Circle CEO: USDC Stablecoin Too Big To Ignore
Stable coins are proliferating – with perhaps some competition and coexistence with central bank digital currencies (CBDCs).
To that end, Circle CEO Jeremy Allaire told Karen Webster that just as digital offerings themselves have evolved and gained in value, the supervisory relationships that regulators will establish with stablecoins issuers will evolve. also along the way.
See also: USDC Creator Circle Seeks Full Reserve National Commercial Bank Status
It has been a busy few months for Circle as the company plans to go public through a Special Purpose Acquisition Company (SPAC) on the US stock exchanges.
And in a nod to the sweeping changes to come in the financial realm, the company has announced its intention to become a national full-reserve digital currency bank.
Allaire said that since the launch of USDC in 2018, the long-term plan has been to create “large-scale, systemically important infrastructure – including payment infrastructure – for a digital dollar currency in the financial system. global “.
Regulation is appropriate
Allaire said the impending regulatory review is appropriate because “as something like this becomes so important naturally – whether you are the Federal Reserve or the US Treasury Department or other federal level agencies – the question is naturally also to whether it will ultimately be something that is supervised in the same way as other banking activities.

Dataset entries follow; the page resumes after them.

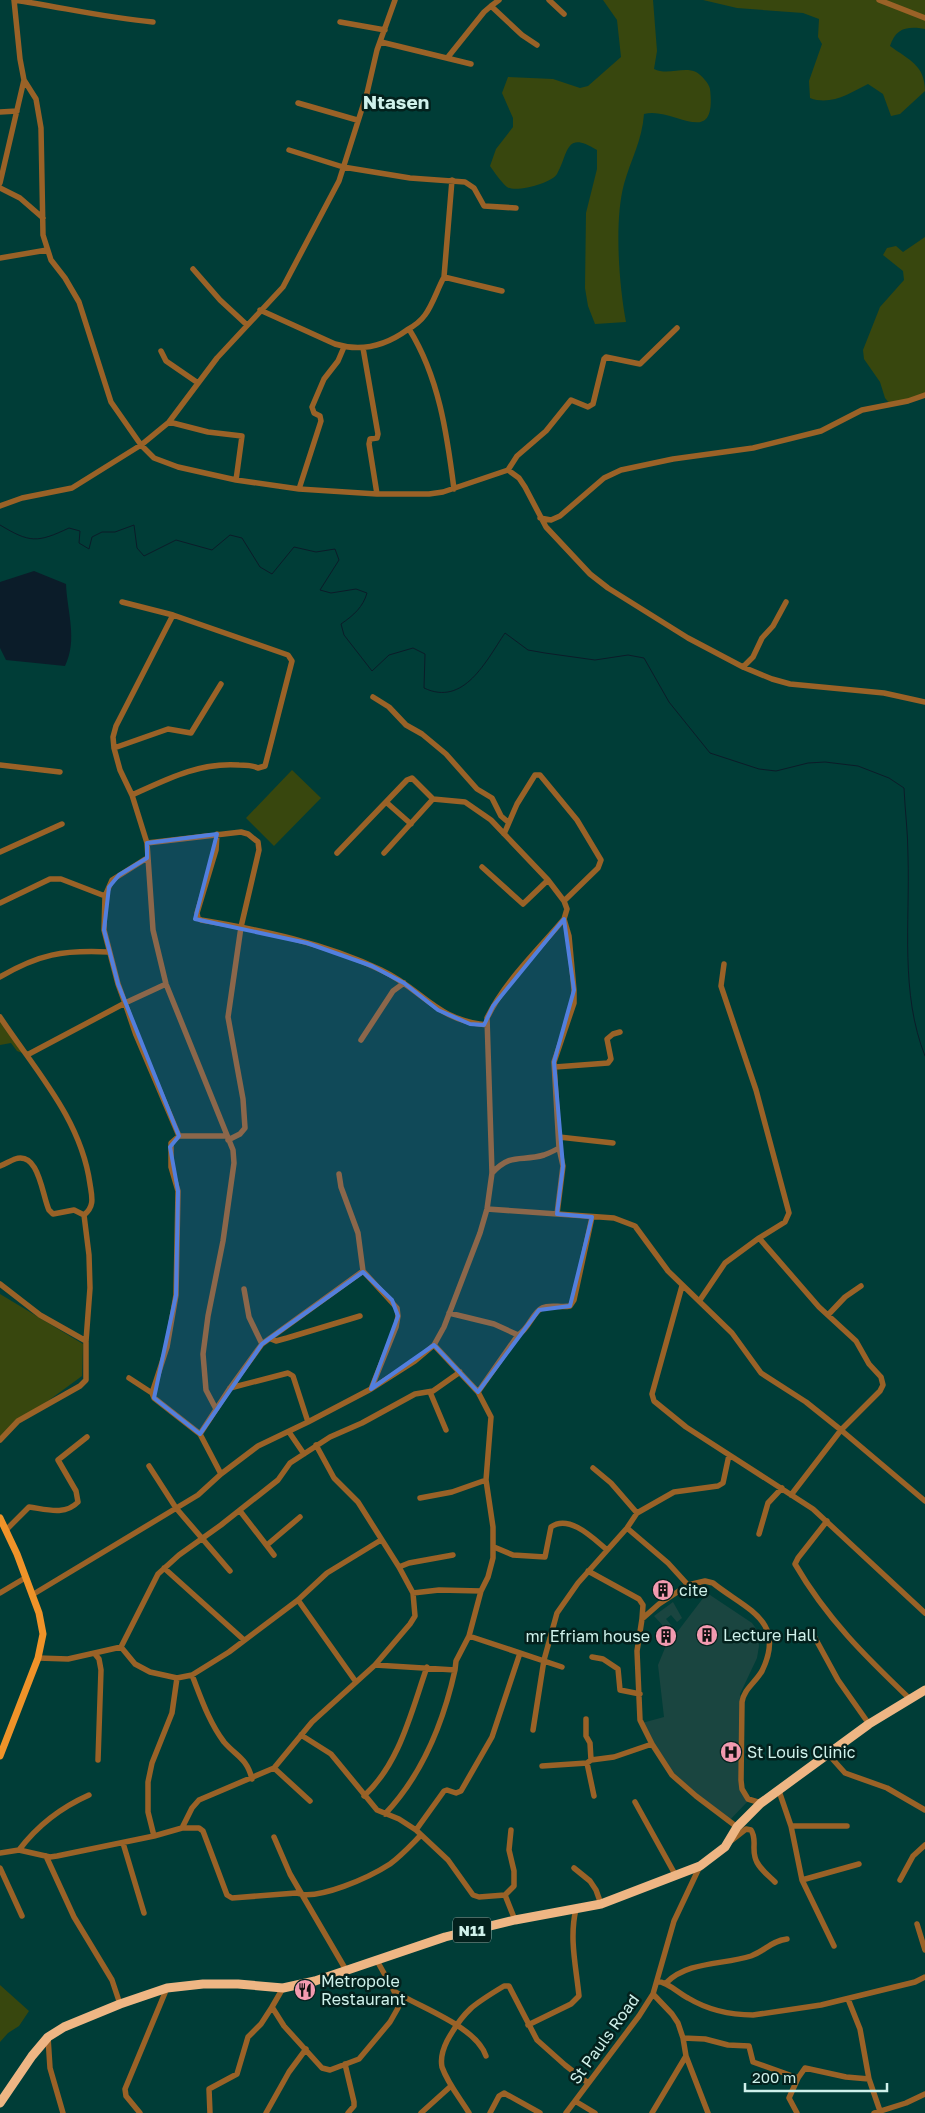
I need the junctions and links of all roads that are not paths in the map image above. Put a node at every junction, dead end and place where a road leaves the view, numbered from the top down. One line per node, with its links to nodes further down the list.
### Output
1 (14, 0): 9 (street); 16 (street)
2 (395, 0): 11 (street)
3 (500, 0): 6 (street)
4 (549, 0): 7 (street)
5 (879, 0): 8 (street)
6 (491, 6): 13 (street); 14 (street)
7 (564, 14)
8 (925, 18)
9 (153, 22)
10 (340, 22): 11 (street)
11 (385, 30): 12 (street)
12 (381, 42): 14 (street); 20 (street)
13 (538, 45)
14 (448, 57): 15 (street)
15 (472, 64)
16 (24, 80): 18 (street); 27 (street)
17 (298, 103): 20 (street)
18 (17, 111): 19 (street); 24 (street)
19 (0, 112)
20 (357, 120): 22 (street)
21 (289, 150): 22 (street)
22 (343, 167): 23 (street); 33 (street)
23 (452, 180): 26 (street); 31 (street)
24 (0, 183)
25 (0, 188): 27 (street)
26 (516, 208)
27 (43, 218): 28 (street)
28 (47, 250): 29 (street); 43 (street)
29 (0, 258)
30 (193, 269): 34 (street)
31 (444, 278): 32 (street); 36 (street)
32 (502, 291)
33 (260, 310): 34 (street); 37 (street)
34 (247, 325): 40 (street)
35 (677, 328): 44 (street)
36 (409, 329): 38 (street); 47 (street)
37 (344, 347): 38 (street); 46 (street)
38 (363, 348): 48 (street)
39 (161, 351): 40 (street)
40 (198, 383): 42 (street)
41 (925, 395): 50 (street)
42 (169, 422): 43 (street); 45 (street)
43 (141, 445): 45 (street); 49 (street)
44 (508, 470): 47 (street); 50 (street)
45 (236, 480): 46 (street)
46 (299, 489): 48 (street)
47 (454, 489): 48 (street)
48 (377, 494)
49 (0, 506)
50 (540, 518): 54 (street)
51 (122, 602): 53 (street)
52 (786, 602): 54 (street)
53 (173, 615): 58 (street); 61 (street)
54 (744, 667): 57 (street)
55 (221, 684): 58 (street)
56 (373, 697): 64 (street)
57 (925, 702)
58 (114, 748): 61 (street)
59 (0, 765): 60 (street)
60 (60, 772)
61 (132, 795): 69 (street)
62 (433, 799): 63 (street); 66 (street); 68 (street)
63 (386, 802): 66 (street); 71 (street)
64 (508, 822): 68 (street); 77 (street)
65 (62, 824): 70 (street)
66 (411, 824): 72 (street)
67 (217, 834): 69 (street); 80 (street); 80 (street)
68 (504, 834): 75 (street)
69 (147, 843): 73 (street)
70 (0, 852)
71 (337, 852)
72 (384, 853)
73 (147, 858): 76 (street); 85 (street)
74 (482, 867): 75 (street)
75 (548, 880): 77 (street)
76 (105, 896): 78 (street); 81 (street)
77 (564, 901): 79 (street)
78 (0, 903)
79 (564, 919): 88 (street); 92 (street)
80 (241, 927): 84 (street); 95 (street)
81 (108, 952): 83 (street); 86 (street)
82 (724, 964): 105 (street)
83 (0, 977)
84 (404, 983): 88 (street); 90 (street)
85 (166, 984): 86 (street); 95 (street)
86 (125, 1003): 91 (street); 93 (street)
87 (0, 1017): 91 (street)
88 (487, 1025): 99 (street)
89 (620, 1032): 92 (street)
90 (361, 1040)
91 (27, 1055): 103 (street)
92 (555, 1067): 94 (street)
93 (179, 1136): 95 (street); 126 (street)
94 (560, 1137): 96 (street); 97 (street)
95 (227, 1138): 127 (street)
96 (613, 1143)
97 (559, 1148): 99 (street); 102 (street)
98 (0, 1166): 103 (street)
99 (492, 1172): 101 (street)
100 (339, 1174): 106 (street)
101 (487, 1209): 102 (street); 112 (street)
102 (557, 1214): 104 (street)
103 (84, 1215): 117 (street)
104 (592, 1217): 108 (street); 115 (street)
105 (759, 1238): 111 (street); 113 (street)
106 (363, 1272): 116 (street); 123 (street)
107 (0, 1284): 117 (street)
108 (682, 1286): 111 (street); 137 (street)
109 (861, 1286): 113 (street)
110 (244, 1289): 118 (street)
111 (700, 1300): 130 (street)
112 (449, 1313): 115 (street); 119 (street)
113 (828, 1315): 130 (street)
114 (360, 1316): 116 (street)
115 (518, 1335): 125 (street)
116 (271, 1339): 118 (street)
117 (86, 1341): 134 (street)
118 (262, 1344): 122 (street)
119 (434, 1345): 120 (street); 123 (street)
120 (460, 1372): 124 (street); 125 (street)
121 (129, 1378): 126 (street)
122 (230, 1388): 127 (street); 128 (street)
123 (371, 1388): 128 (street)
124 (430, 1392): 129 (street); 135 (street)
125 (478, 1392): 141 (street)
126 (152, 1393): 132 (street)
127 (216, 1409): 132 (street)
128 (308, 1422): 131 (street)
129 (446, 1430)
130 (842, 1430): 143 (street); 145 (street)
131 (289, 1432): 136 (street); 140 (street)
132 (200, 1434): 140 (street)
133 (87, 1437): 153 (street)
134 (0, 1440)
135 (316, 1445): 136 (street); 156 (street)
136 (304, 1454): 147 (street)
137 (729, 1456): 142 (street); 148 (street)
138 (149, 1466): 146 (street)
139 (593, 1468): 148 (street)
140 (221, 1474): 146 (street)
141 (486, 1480): 144 (street); 158 (street)
142 (782, 1488): 143 (street); 154 (street)
143 (791, 1494): 151 (street)
144 (420, 1498)
145 (925, 1501)
146 (176, 1508): 155 (street); 171 (street)
147 (240, 1511): 155 (street); 157 (street)
148 (637, 1513): 152 (street)
149 (300, 1517): 157 (street)
150 (0, 1518): 153 (main road)
151 (827, 1522): 173 (street); 193 (street)
152 (627, 1528): 159 (street); 167 (street)
153 (6, 1530): 166 (main road)
154 (759, 1534)
155 (202, 1538): 163 (street); 164 (street)
156 (381, 1540): 162 (street); 172 (street)
157 (267, 1545): 160 (street)
158 (494, 1547): 159 (street); 168 (street)
159 (606, 1549): 165 (street)
160 (274, 1555)
161 (453, 1556): 162 (street)
162 (400, 1567): 170 (street)
163 (164, 1568): 177 (street); 178 (street)
164 (230, 1571)
165 (588, 1571): 174 (street); 183 (street)
166 (26, 1578): 169 (street); 171 (main road)
167 (688, 1584): 174 (street); 212 (street)
168 (481, 1591): 170 (street); 175 (street)
169 (0, 1593)
170 (413, 1593): 184 (street)
171 (32, 1595): 182 (main road)
172 (298, 1600): 177 (street); 190 (street)
173 (925, 1613)
174 (642, 1619): 192 (street)
175 (469, 1636): 179 (street); 187 (street)
176 (814, 1636): 195 (street)
177 (244, 1640): 188 (street)
178 (121, 1647): 180 (street); 189 (street)
179 (520, 1653): 183 (street); 219 (street)
180 (95, 1654): 182 (street); 201 (street)
181 (592, 1657): 192 (street)
182 (38, 1658): 200 (main road)
183 (544, 1660): 186 (street); 196 (street)
184 (374, 1665): 185 (street); 190 (street)
185 (427, 1667): 187 (street); 208 (street)
186 (562, 1668)
187 (455, 1670): 214 (street)
188 (192, 1675): 189 (street); 205 (street)
189 (177, 1678): 222 (street)
190 (356, 1682): 197 (street)
191 (925, 1690): 193 (highway, N11)
192 (640, 1694): 198 (street)
193 (910, 1699): 195 (highway, N11)
194 (586, 1719): 202 (street)
195 (869, 1724): 199 (highway, N11)
196 (532, 1730)
197 (301, 1735): 204 (street); 208 (street)
198 (652, 1744): 202 (street); 217 (street)
199 (828, 1754): 206 (highway, N11); 213 (street)
200 (0, 1756)
201 (98, 1760)
202 (589, 1762): 203 (street); 209 (street)
203 (542, 1766)
204 (274, 1768): 205 (street); 210 (street)
205 (252, 1779): 218 (street)
206 (779, 1791): 212 (highway, N11); 215 (street)
207 (89, 1796): 227 (street)
208 (364, 1796): 214 (street)
209 (594, 1796)
210 (310, 1801)
211 (635, 1802): 234 (street)
212 (760, 1803): 217 (highway, N11)
213 (925, 1810)
214 (385, 1814): 219 (street)
215 (791, 1826): 216 (street); 235 (street)
216 (848, 1826)
217 (737, 1827): 226 (highway, N11)
218 (182, 1828): 222 (street); 239 (street)
219 (416, 1830): 221 (street)
220 (511, 1830): 238 (street)
221 (421, 1835): 238 (street); 239 (street)
222 (154, 1836): 224 (street)
223 (274, 1837): 239 (street)
224 (123, 1843): 229 (street); 242 (street)
225 (925, 1845): 236 (street)
226 (725, 1847): 231 (highway, N11); 237 (street)
227 (20, 1850): 228 (street); 229 (street)
228 (0, 1854)
229 (46, 1856): 259 (street)
230 (859, 1864): 235 (street)
231 (700, 1866): 234 (highway, N11); 252 (street, St Pauls Road)
232 (0, 1868): 243 (street)
233 (574, 1868): 240 (street)
234 (676, 1876): 240 (highway, N11)
235 (802, 1880): 247 (street)
236 (900, 1880)
237 (775, 1882)
238 (505, 1895): 244 (street)
239 (303, 1896): 250 (street)
240 (601, 1904): 241 (highway, N11)
241 (576, 1909): 244 (highway, N11); 261 (street)
242 (144, 1913)
243 (22, 1916)
244 (515, 1920): 249 (highway, N11)
245 (917, 1924): 248 (street)
246 (787, 1939): 253 (street)
247 (834, 1946)
248 (925, 1950)
249 (376, 1959): 250 (highway, N11); 256 (street)
250 (346, 1970): 255 (highway, N11)
251 (925, 1977): 258 (street)
252 (657, 1981): 253 (street); 257 (street, St Pauls Road)
253 (666, 1983): 258 (street)
254 (167, 1988): 255 (highway, N11); 259 (highway, N11); 278 (street)
255 (283, 1988): 260 (street)
256 (394, 1991): 262 (street); 268 (street)
257 (653, 1994): 264 (street); 271 (street, St Pauls Road)
258 (848, 2000): 270 (street)
259 (120, 2004): 263 (highway, N11)
260 (272, 2007): 265 (street); 279 (street)
261 (528, 2024): 262 (street); 271 (street)
262 (456, 2025): 266 (street); 272 (street)
263 (48, 2038): 275 (highway, N11); 277 (street)
264 (683, 2038): 267 (street); 269 (street)
265 (306, 2049): 268 (street); 280 (street)
266 (486, 2056)
267 (686, 2056): 288 (street); 289 (street)
268 (345, 2064): 281 (street)
269 (798, 2078): 270 (street); 290 (street)
270 (869, 2079): 276 (street)
271 (588, 2083): 274 (street, St Pauls Road)
272 (451, 2086): 282 (street); 283 (street)
273 (925, 2094): 276 (street)
274 (575, 2101): 286 (street, St Pauls Road); 287 (street)
275 (0, 2103)
276 (877, 2112)
277 (63, 2113)
278 (140, 2113)
279 (210, 2113)
280 (266, 2113)
281 (348, 2113)
282 (422, 2113)
283 (469, 2113)
284 (490, 2113): 285 (street)
285 (540, 2113)
286 (566, 2113)
287 (595, 2113)
288 (652, 2113)
289 (708, 2113)
290 (797, 2113)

As for the push towards domestic banking services (provided by FDIC), Circle plans to go more directly into digital currency-based lending business and provide a range of custodial services.
A full reserve model is not only possible, but in fact desirable, he said. A fully booked digital dollar currency in this case is basically held with very liquid short-term liquidity and dollar-denominated treasury instruments, allowing lending markets to be built on top of the digital currency itself.
Some academics might speculate that stablecoins will never reach critical mass or compete directly with CBDCs because regulators will not allow it. Allaire rejected this notion, stating that “this is not an academic discussionâ¦ it gets big”.
We are in the early stages of lending markets, he said, where parties deal in digital assets and creditors borrow against digital assets. Interest rate markets are forming, in part thanks to centralized intermediaries lending to each other. The reserve model satisfies the liquidity requirement to support loans and transactions.
âIt’s a little shocking to people because it’s happening so fast,â Allaire said.
The company also plans to have a main account with the Fed, which would allow the company to move stablecoins on behalf of clients without middlemen.
At a high level, digital currencies can find use among these activities as they clearly function as payment instruments. Allaire said that buyers and sellers do not use stablecoins to generate returns on their investment, even though stablecoin deposits can generate high returns for holders under a decentralized credit system based on Internet.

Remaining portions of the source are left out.